Suppose that the area bounded by the curve $y = 3x^2 − 12x + 9$, the x-axis and the lines $x = 1$ and $x = k$ is 16. Find $k$. Question: Suppose that the area bounded by the curve $y = 3x^2 − 12x + 9$,
the $x$-axis and the lines $x = 1$ and $x = k$ is $16$. Find $k$.
I tried but found no solution.
What I did: 
$$\int_1^k (3x^2-12x+9) \,dx = \big[x^3-6x+9x \big]_1^k = k^3-6k^2+9k-4 =16$$ 
$$\Rightarrow k^3-6k^2+9k-20 = 0$$ 
Then after simplifying I got: 
$$(k-5)(k^2-k+4) = 0$$
This means $k = 5$, because $(k^2-k+4)$ has no real roots, but this is wrong. The reason is after drawing the graph, the area under the curve, from $x=1$ to $x=5$ is:
$$-\int_1^3 (3x^2-12x+9) \, dx + \int_3^5 (3x^2-12x+9) \, dx = 24 \ne 16$$ 
Can anyone help? What mistake did I make?
 A: As I set the question, but do not have the reputation to comment, I will say what the question should have been, and answer it. I will also provide an answer to the question you attempted, and point out your flaw.
There was a typo on the sheet: the 1 should have been a -1 (this was corrected at some point though).
Therefore, the question goes as follows:
$$
\begin{align*}
16&=\int\limits_{-1}^k3x^2-12x+9\mathrm{d}x &\text{NOTE: Do not omit the dx (as in the OP). You'll drop a mark.}\\
&=\left[x^3-6x^2+9x\right]_{-1}^k\\
&=k^3-6k^2+9k-(-1-6-9)\\
\Rightarrow 0&=k^3-6k^2+9k\\
\Rightarrow k&=0\text{ or }k=3
\end{align*}
$$
We discard the $k=3$ solution so the answer is $k=0$. I will leave you to work out why we discard $k=3$ rather than $k=0$...

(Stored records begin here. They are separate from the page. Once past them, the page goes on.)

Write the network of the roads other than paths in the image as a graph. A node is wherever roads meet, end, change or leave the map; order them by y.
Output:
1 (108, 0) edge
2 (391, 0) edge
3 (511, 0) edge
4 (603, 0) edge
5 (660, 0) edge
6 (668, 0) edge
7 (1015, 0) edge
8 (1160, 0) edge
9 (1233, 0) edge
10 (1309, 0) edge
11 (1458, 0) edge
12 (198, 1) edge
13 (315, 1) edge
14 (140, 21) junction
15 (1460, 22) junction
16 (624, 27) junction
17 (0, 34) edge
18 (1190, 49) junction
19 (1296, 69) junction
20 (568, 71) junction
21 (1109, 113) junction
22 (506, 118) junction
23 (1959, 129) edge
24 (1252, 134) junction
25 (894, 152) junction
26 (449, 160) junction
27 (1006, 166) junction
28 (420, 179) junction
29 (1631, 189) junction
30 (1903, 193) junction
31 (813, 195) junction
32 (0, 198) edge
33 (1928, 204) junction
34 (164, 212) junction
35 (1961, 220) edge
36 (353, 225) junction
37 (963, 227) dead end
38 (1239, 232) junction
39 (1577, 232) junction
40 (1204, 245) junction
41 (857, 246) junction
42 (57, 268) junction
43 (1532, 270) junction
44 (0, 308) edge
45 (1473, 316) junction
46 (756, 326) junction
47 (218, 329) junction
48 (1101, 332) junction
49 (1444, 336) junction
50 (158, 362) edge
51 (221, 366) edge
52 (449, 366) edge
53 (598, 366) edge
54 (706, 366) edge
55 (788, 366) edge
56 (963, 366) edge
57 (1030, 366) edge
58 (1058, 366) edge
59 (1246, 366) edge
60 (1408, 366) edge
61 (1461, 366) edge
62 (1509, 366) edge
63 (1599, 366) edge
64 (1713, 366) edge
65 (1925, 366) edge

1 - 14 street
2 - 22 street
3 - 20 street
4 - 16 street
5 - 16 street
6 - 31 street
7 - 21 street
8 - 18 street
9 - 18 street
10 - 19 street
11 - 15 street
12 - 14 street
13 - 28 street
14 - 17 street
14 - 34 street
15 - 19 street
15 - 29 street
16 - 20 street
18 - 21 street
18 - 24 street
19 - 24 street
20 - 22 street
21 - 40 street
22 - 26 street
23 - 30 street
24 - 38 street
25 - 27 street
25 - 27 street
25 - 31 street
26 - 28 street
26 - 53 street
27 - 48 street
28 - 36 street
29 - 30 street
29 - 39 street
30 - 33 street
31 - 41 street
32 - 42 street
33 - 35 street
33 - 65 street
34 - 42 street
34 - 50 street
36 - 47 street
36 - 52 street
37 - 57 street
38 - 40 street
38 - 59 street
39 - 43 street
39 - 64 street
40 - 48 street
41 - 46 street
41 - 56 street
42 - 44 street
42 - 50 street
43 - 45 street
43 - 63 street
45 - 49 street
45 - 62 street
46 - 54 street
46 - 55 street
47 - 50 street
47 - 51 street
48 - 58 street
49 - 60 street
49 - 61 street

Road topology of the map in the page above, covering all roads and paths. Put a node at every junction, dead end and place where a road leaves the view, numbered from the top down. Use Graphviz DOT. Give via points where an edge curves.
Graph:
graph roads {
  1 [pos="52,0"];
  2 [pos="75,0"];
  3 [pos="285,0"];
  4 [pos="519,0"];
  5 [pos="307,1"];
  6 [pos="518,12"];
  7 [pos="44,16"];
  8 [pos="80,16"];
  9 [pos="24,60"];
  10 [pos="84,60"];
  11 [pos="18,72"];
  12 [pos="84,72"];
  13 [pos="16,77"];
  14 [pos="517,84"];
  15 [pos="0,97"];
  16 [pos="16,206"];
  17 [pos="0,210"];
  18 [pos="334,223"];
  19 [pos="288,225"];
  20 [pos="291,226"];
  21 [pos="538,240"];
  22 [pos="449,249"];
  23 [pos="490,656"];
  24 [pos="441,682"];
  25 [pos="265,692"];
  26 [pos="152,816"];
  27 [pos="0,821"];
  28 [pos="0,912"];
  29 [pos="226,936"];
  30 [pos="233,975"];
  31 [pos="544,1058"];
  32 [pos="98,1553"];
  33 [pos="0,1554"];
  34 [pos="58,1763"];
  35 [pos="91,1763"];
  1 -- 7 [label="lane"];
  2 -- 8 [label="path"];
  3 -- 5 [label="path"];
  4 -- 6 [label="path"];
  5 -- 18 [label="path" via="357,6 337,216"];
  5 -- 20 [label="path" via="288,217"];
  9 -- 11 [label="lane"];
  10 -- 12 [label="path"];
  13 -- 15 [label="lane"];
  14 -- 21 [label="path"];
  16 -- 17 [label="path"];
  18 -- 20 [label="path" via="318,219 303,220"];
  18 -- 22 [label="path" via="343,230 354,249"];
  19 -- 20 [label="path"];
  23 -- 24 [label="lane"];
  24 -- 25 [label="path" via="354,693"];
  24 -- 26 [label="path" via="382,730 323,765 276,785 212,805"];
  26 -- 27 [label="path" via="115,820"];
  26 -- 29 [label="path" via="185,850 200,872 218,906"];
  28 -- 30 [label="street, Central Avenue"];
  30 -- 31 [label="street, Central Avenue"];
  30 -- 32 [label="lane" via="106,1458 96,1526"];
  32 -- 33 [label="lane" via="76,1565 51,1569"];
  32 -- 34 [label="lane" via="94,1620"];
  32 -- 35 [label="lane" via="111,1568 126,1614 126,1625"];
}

If we take the lower limit to be $x=1$, then note that the area between $x=1$ and $x=3$ (the root we care about) is $4$. Hence, $k>3$. Therefore, the equation you should have been solving is the following.
$$
\begin{align*}
16&=-\int\limits_{-1}^33x^2-12x+9\mathrm{d}x+\int\limits_{3}^k3x^2-12x+9\mathrm{d}x\\
&=4+\int\limits_{3}^k3x^2-12x+9\mathrm{d}x
\end{align*}
$$
This gives you the equation $(k-3)^2k=12$. The only real root is $k\approx4.6129$.
A: If you consider the area between the curve and the $x$ axis, there is not problem and you have $$A=\int_1^k (3x^2-12x+9)dx=k^3-6 k^2+9 k-4$$ as you wrote. In order to have $A=16$, then $$k^3-6 k^2+9 k-20=(k-5) (k^2-k+4)=0$$ as you correctly wrote and then the only possible solution is effectively $k=5$. 
The fact that, for $1 \leq x \leq 3$, the curve is below the axis is not important. The total area is composed by a negative portion (below the axis) and a positive portion (above the axis).
They could have asked you $k$ for $A=0$ and I am sure that this would have been making less problem to you. In such a case, you would have find $k=4$.